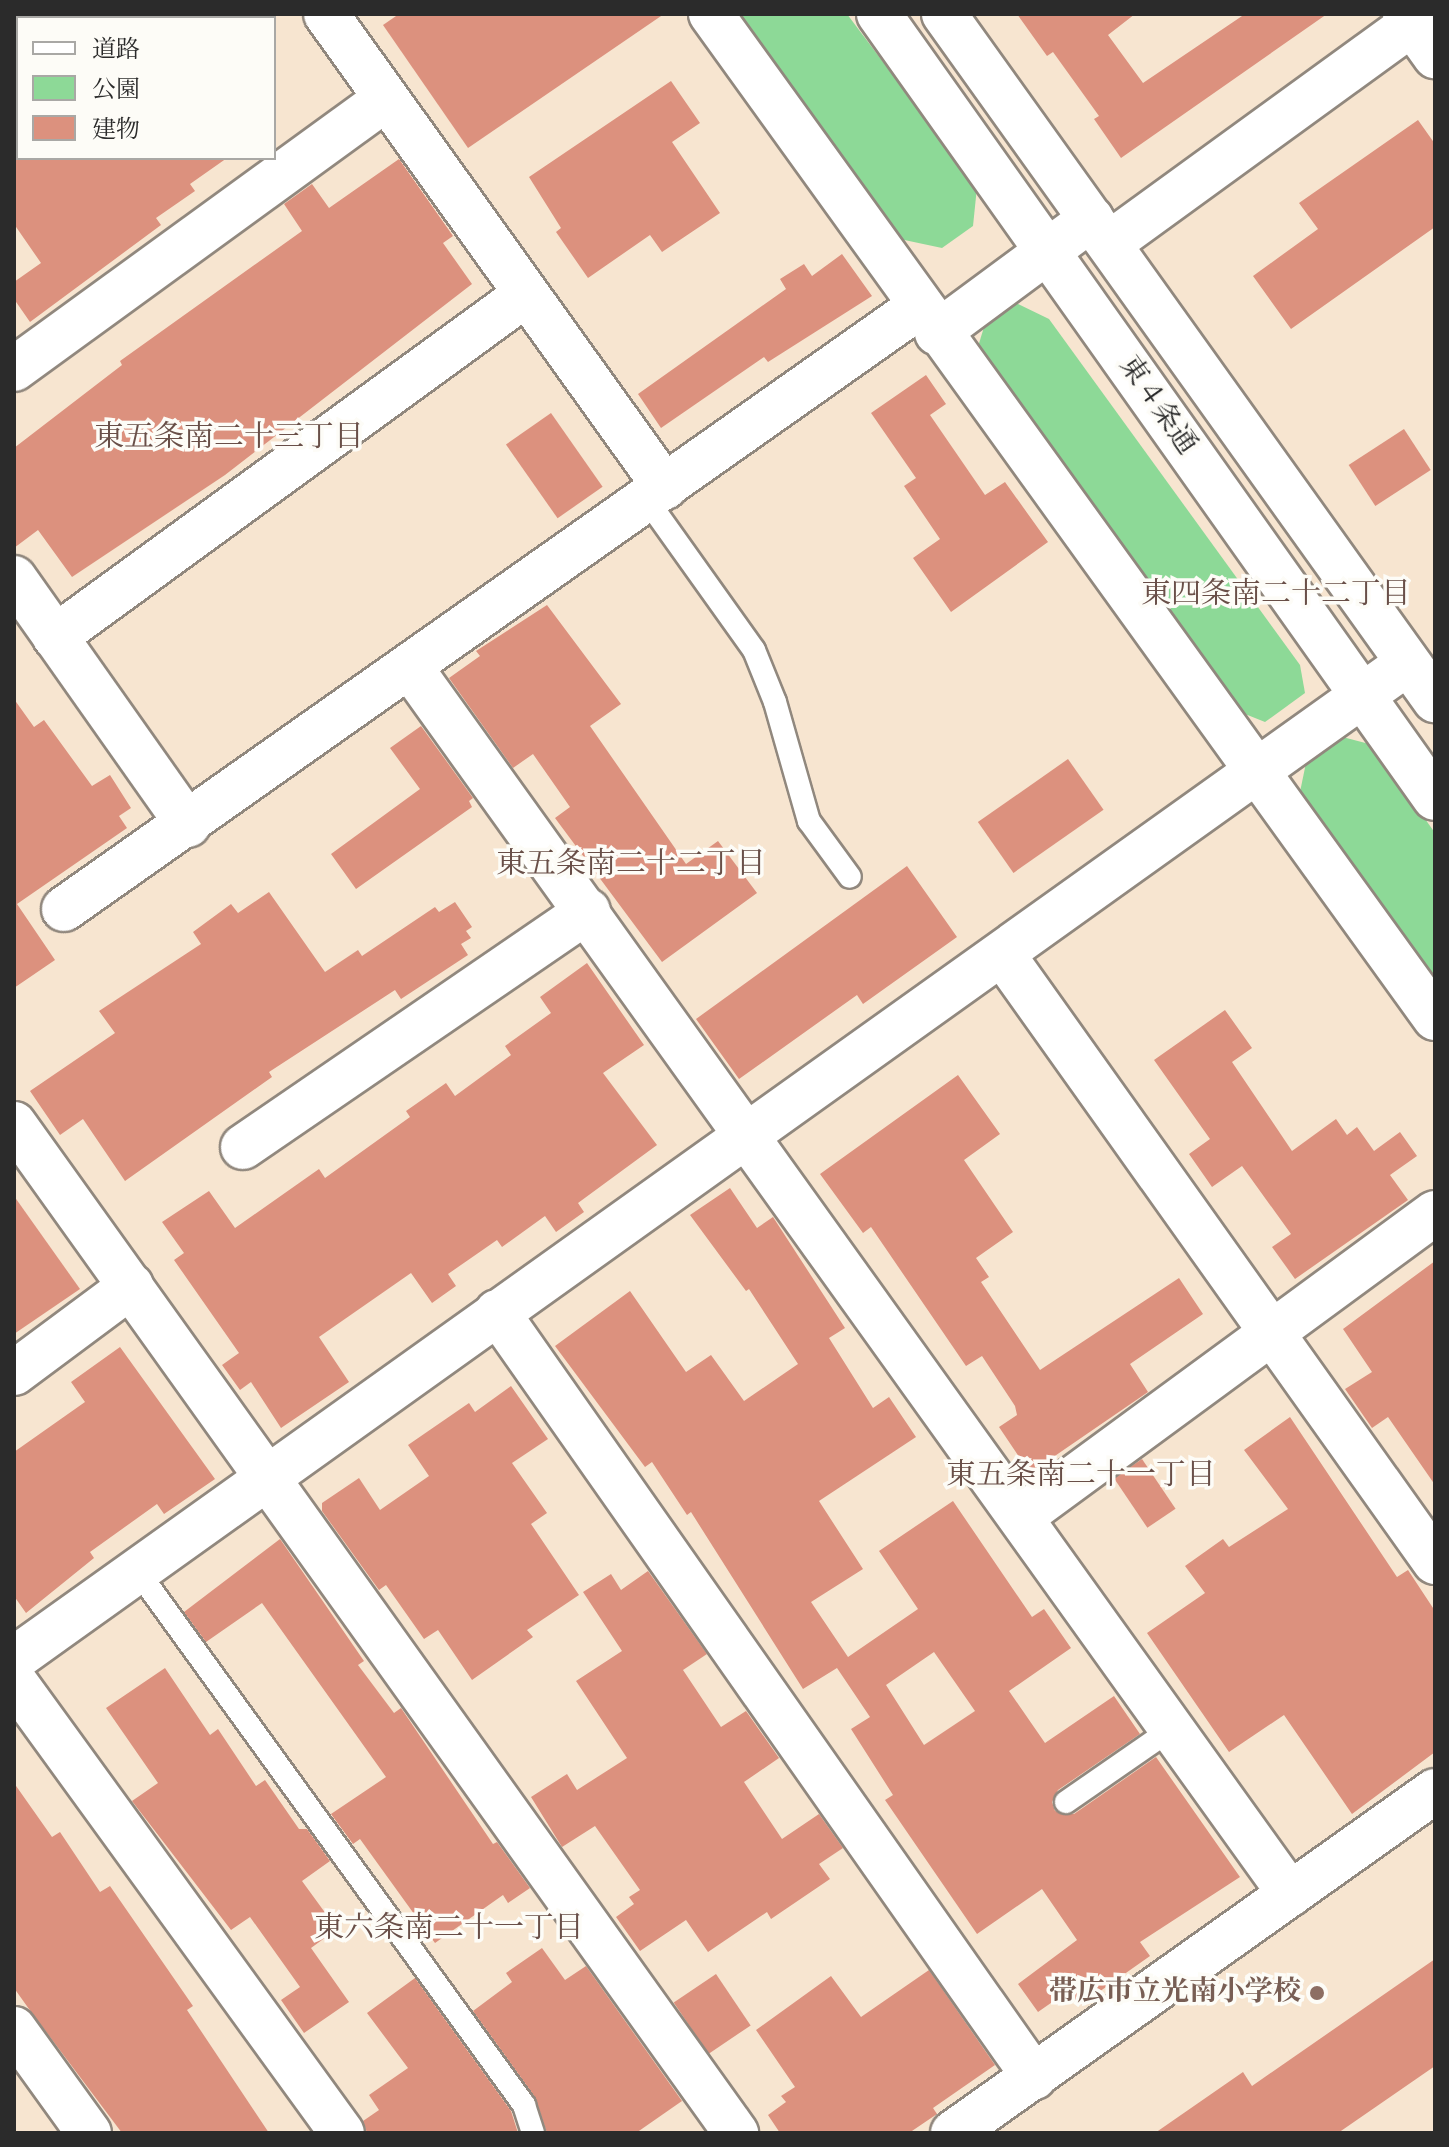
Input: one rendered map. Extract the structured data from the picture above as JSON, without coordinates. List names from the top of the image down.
{
  "streets": {
    "street": ["東４条通"]
  },
  "districts": [
    "東五条南二十三丁目",
    "東四条南二十二丁目",
    "東五条南二十二丁目",
    "東五条南二十一丁目",
    "東六条南二十一丁目"
  ],
  "places": ["帯広市立光南小学校"],
  "legend": ["道路", "公園", "建物"]
}
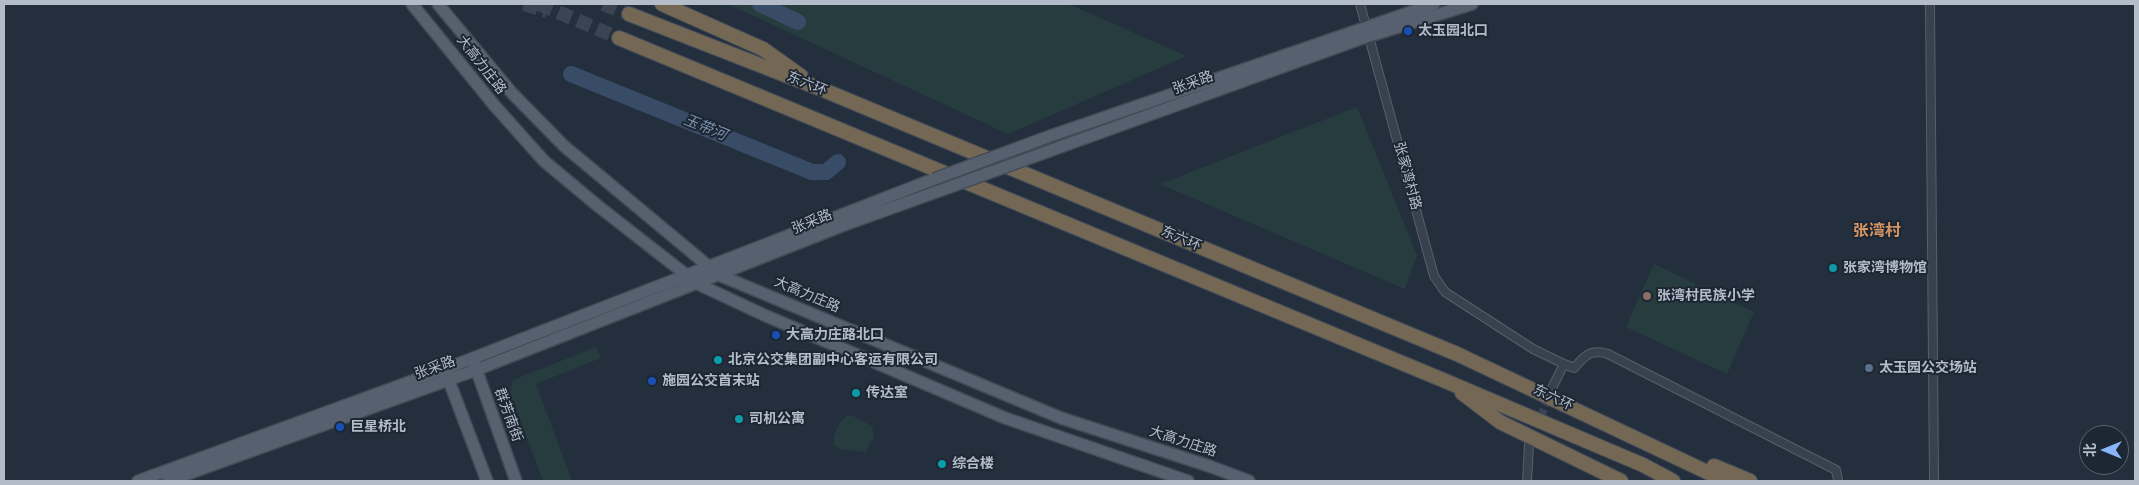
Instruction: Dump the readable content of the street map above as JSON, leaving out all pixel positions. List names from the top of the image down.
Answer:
{
  "streets": {
    "highway": ["东六环"],
    "main road": ["大高力庄路", "张采路", "群芳南街"],
    "street": ["张家湾村路"]
  },
  "crossings": [
    ["大高力庄路", "张采路"],
    ["张采路", "张家湾村路"],
    ["张采路", "群芳南街"]
  ],
  "districts": ["张湾村"],
  "water": ["玉带河"],
  "places": [
    "太玉园北口",
    "张家湾博物馆",
    "张湾村民族小学",
    "大高力庄路北口",
    "北京公交集团副中心客运有限公司",
    "太玉园公交场站",
    "施园公交首末站",
    "传达室",
    "司机公寓",
    "巨星桥北",
    "综合楼"
  ],
  "north": "left"
}
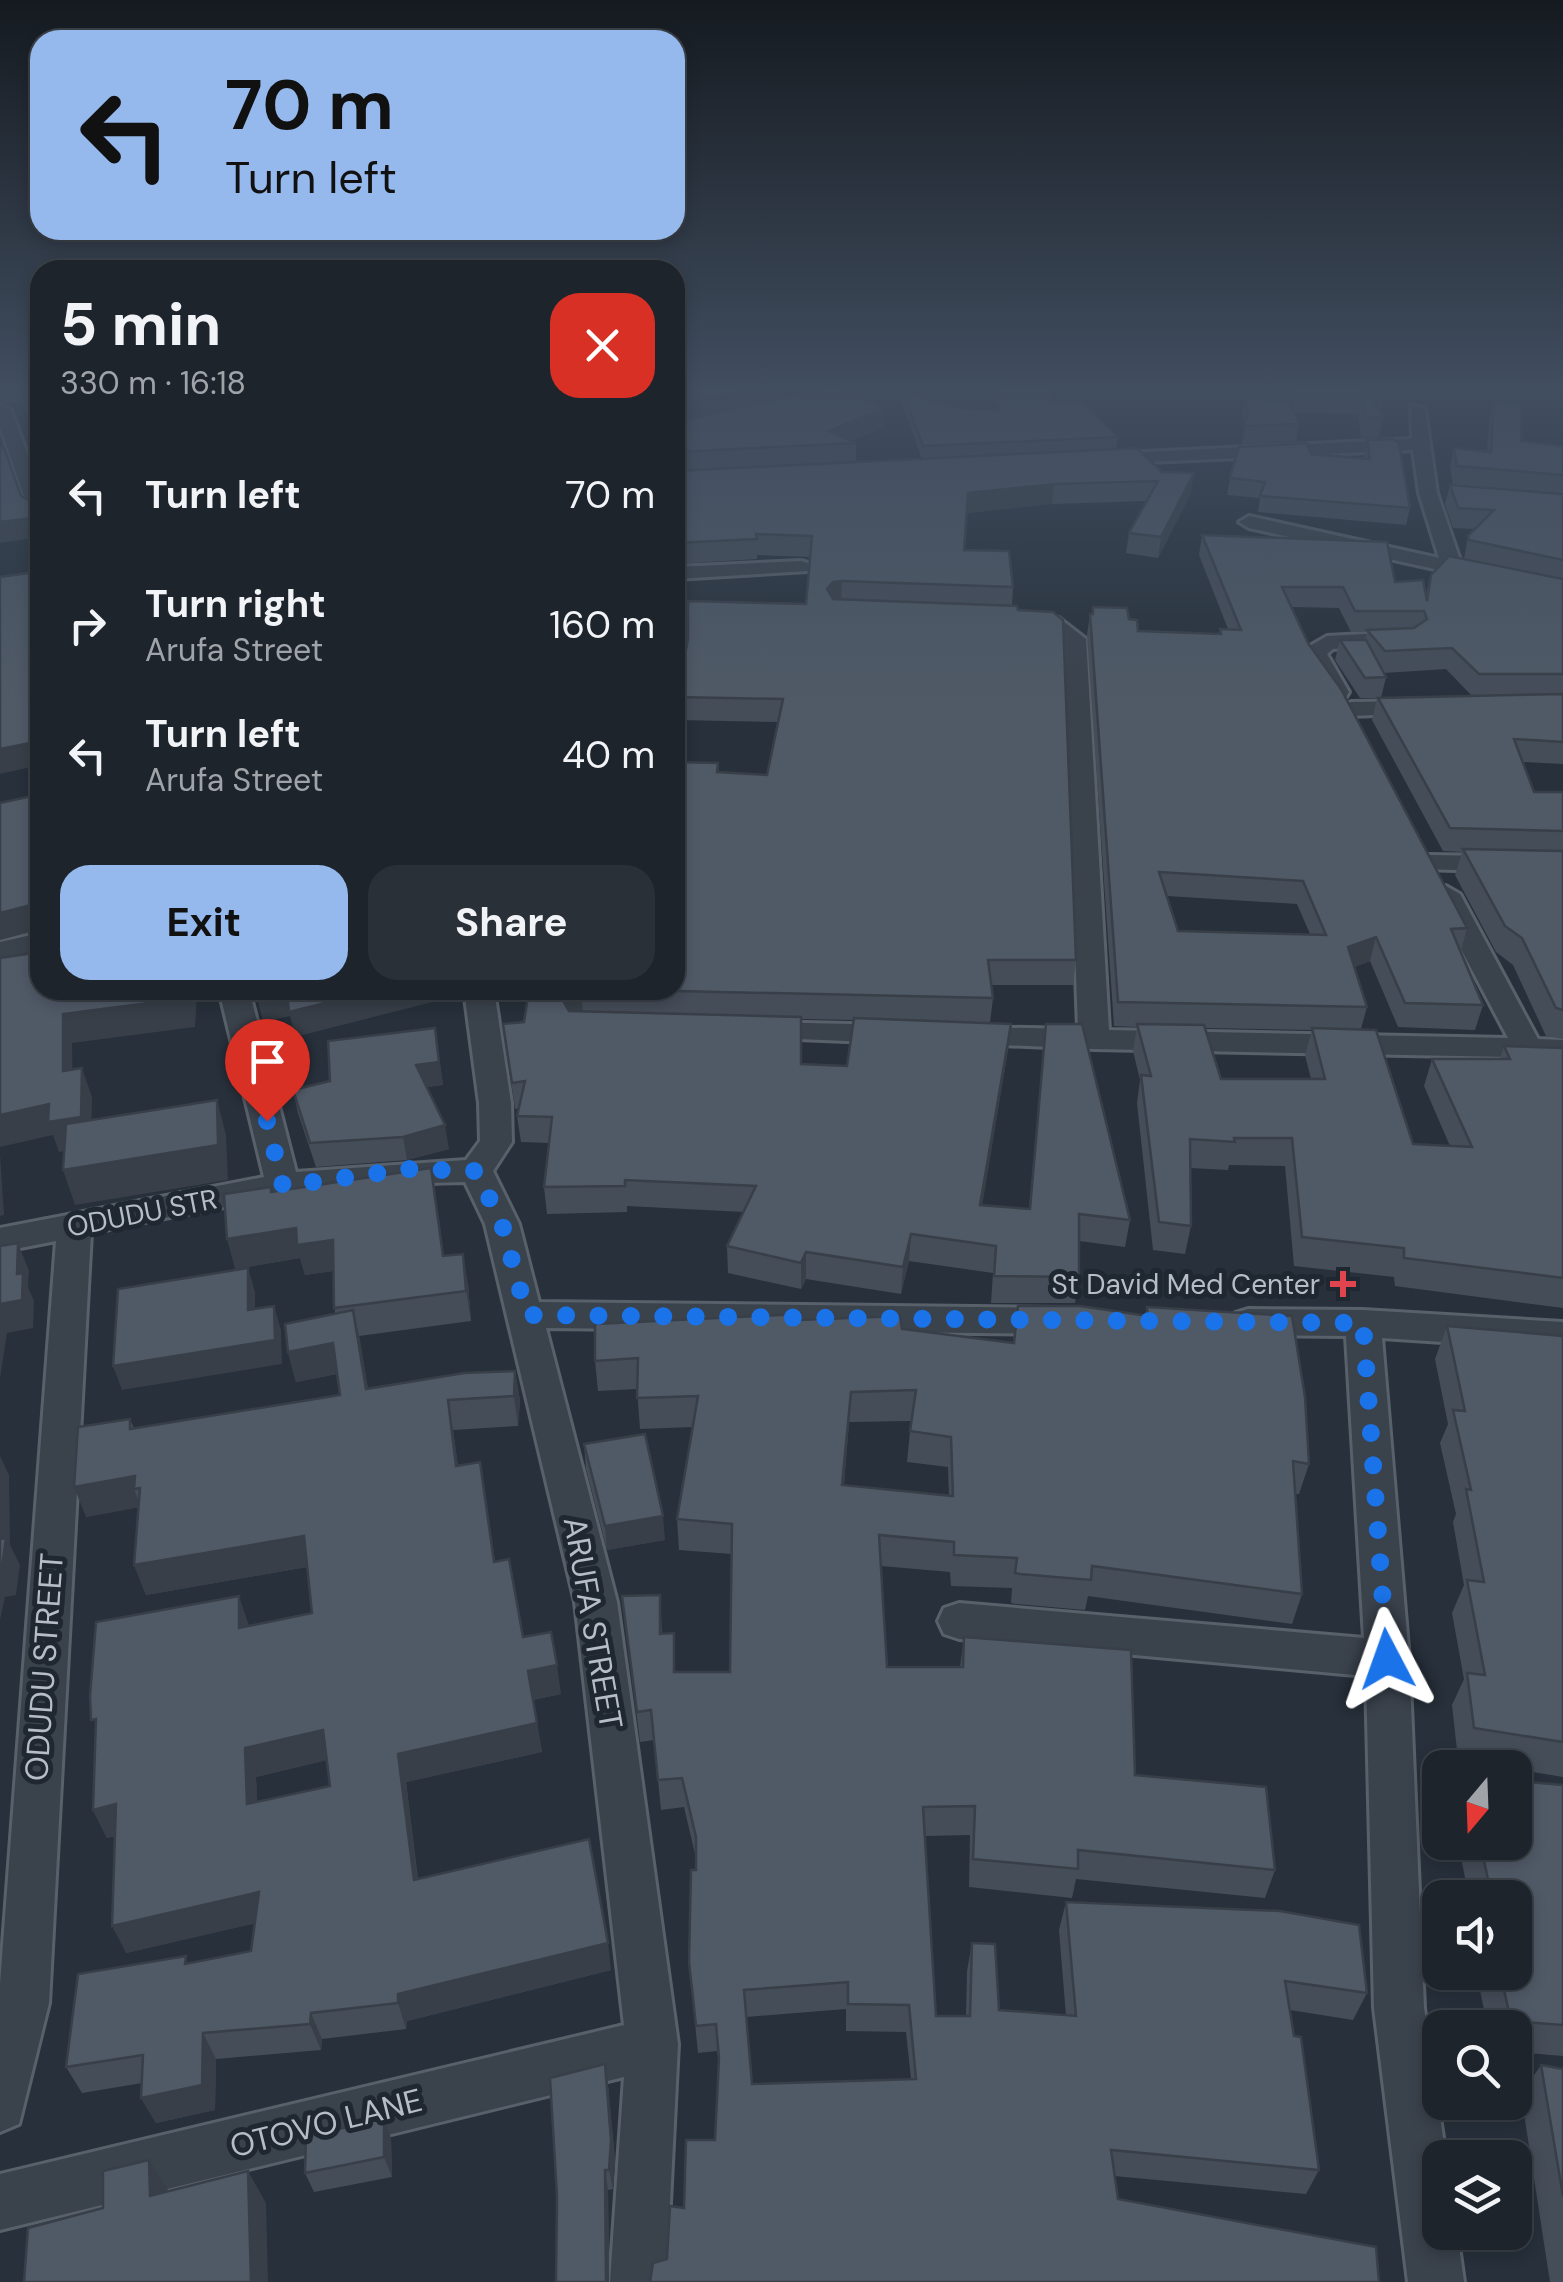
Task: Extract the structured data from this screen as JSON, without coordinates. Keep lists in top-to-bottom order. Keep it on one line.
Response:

◇ ◇ ◇ ◇ ◇

» Activity: From the opening line of the entries, copy each line exactly until the line with "Instruction: Dump the", which is copied as well; leave out pictures.

» Answer for this exercise:
Input: one rendered map. Extract the structured data from the picture above as JSON, without coordinates. List names from the top of the image down.
{
  "streets": {
    "street": ["東４条通"]
  },
  "districts": [
    "東五条南二十三丁目",
    "東四条南二十二丁目",
    "東五条南二十二丁目",
    "東五条南二十一丁目",
    "東六条南二十一丁目"
  ],
  "places": ["帯広市立光南小学校"],
  "legend": ["道路", "公園", "建物"]
}
Instruction: Dump the readable content of the street map above as JSON, leaving out all pixel positions. List names from the top of the image down.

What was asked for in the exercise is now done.